== Work request ==
Give the data below again, word for word.

Saved data entries:

☆ ☆ ☆ ☆ ☆ ☆ ☆

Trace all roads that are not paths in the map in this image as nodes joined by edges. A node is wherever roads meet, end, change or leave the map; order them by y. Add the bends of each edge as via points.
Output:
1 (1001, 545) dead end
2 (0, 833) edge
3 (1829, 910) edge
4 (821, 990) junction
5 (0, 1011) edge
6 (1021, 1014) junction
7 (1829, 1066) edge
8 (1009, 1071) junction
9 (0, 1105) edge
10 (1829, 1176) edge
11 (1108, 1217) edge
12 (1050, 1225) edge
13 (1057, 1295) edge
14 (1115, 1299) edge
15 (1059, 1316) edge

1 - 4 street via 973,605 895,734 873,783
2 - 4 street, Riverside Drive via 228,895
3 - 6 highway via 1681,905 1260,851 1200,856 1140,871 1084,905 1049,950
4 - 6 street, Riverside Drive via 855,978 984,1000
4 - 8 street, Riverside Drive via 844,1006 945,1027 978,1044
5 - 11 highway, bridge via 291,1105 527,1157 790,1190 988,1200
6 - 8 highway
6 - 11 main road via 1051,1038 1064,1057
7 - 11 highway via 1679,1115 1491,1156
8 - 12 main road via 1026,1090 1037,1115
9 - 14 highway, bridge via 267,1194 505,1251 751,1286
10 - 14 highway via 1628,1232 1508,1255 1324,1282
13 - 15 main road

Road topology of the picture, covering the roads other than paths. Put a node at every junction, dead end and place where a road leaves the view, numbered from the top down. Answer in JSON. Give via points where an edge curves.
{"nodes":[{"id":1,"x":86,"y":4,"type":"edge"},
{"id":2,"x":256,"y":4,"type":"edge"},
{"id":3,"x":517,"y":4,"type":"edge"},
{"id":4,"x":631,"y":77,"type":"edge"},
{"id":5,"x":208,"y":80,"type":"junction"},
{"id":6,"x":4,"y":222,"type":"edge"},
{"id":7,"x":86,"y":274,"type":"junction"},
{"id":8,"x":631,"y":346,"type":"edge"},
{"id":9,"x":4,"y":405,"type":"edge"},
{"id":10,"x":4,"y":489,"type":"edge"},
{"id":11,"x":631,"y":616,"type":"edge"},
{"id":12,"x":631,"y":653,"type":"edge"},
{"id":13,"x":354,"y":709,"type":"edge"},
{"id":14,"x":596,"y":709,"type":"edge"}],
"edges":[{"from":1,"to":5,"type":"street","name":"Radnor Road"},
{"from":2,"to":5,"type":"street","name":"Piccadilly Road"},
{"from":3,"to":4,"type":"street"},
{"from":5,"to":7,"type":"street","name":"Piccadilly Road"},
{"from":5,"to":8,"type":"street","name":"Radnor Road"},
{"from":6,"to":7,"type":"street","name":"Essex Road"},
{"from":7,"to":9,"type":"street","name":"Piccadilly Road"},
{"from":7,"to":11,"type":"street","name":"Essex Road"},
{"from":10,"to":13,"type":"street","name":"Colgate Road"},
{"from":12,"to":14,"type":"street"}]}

☆ ☆ ☆ ☆ ☆ ☆ ☆

== Response ==
Trace all roads that are not paths in the map in this image as nodes joined by edges. A node is wherever roads meet, end, change or leave the map; order them by y. Add the bends of each edge as via points.
Output:
1 (1001, 545) dead end
2 (0, 833) edge
3 (1829, 910) edge
4 (821, 990) junction
5 (0, 1011) edge
6 (1021, 1014) junction
7 (1829, 1066) edge
8 (1009, 1071) junction
9 (0, 1105) edge
10 (1829, 1176) edge
11 (1108, 1217) edge
12 (1050, 1225) edge
13 (1057, 1295) edge
14 (1115, 1299) edge
15 (1059, 1316) edge

1 - 4 street via 973,605 895,734 873,783
2 - 4 street, Riverside Drive via 228,895
3 - 6 highway via 1681,905 1260,851 1200,856 1140,871 1084,905 1049,950
4 - 6 street, Riverside Drive via 855,978 984,1000
4 - 8 street, Riverside Drive via 844,1006 945,1027 978,1044
5 - 11 highway, bridge via 291,1105 527,1157 790,1190 988,1200
6 - 8 highway
6 - 11 main road via 1051,1038 1064,1057
7 - 11 highway via 1679,1115 1491,1156
8 - 12 main road via 1026,1090 1037,1115
9 - 14 highway, bridge via 267,1194 505,1251 751,1286
10 - 14 highway via 1628,1232 1508,1255 1324,1282
13 - 15 main road

Road topology of the picture, covering the roads other than paths. Put a node at every junction, dead end and place where a road leaves the view, numbered from the top down. Answer in JSON. Give via points where an edge curves.
{"nodes":[{"id":1,"x":86,"y":4,"type":"edge"},
{"id":2,"x":256,"y":4,"type":"edge"},
{"id":3,"x":517,"y":4,"type":"edge"},
{"id":4,"x":631,"y":77,"type":"edge"},
{"id":5,"x":208,"y":80,"type":"junction"},
{"id":6,"x":4,"y":222,"type":"edge"},
{"id":7,"x":86,"y":274,"type":"junction"},
{"id":8,"x":631,"y":346,"type":"edge"},
{"id":9,"x":4,"y":405,"type":"edge"},
{"id":10,"x":4,"y":489,"type":"edge"},
{"id":11,"x":631,"y":616,"type":"edge"},
{"id":12,"x":631,"y":653,"type":"edge"},
{"id":13,"x":354,"y":709,"type":"edge"},
{"id":14,"x":596,"y":709,"type":"edge"}],
"edges":[{"from":1,"to":5,"type":"street","name":"Radnor Road"},
{"from":2,"to":5,"type":"street","name":"Piccadilly Road"},
{"from":3,"to":4,"type":"street"},
{"from":5,"to":7,"type":"street","name":"Piccadilly Road"},
{"from":5,"to":8,"type":"street","name":"Radnor Road"},
{"from":6,"to":7,"type":"street","name":"Essex Road"},
{"from":7,"to":9,"type":"street","name":"Piccadilly Road"},
{"from":7,"to":11,"type":"street","name":"Essex Road"},
{"from":10,"to":13,"type":"street","name":"Colgate Road"},
{"from":12,"to":14,"type":"street"}]}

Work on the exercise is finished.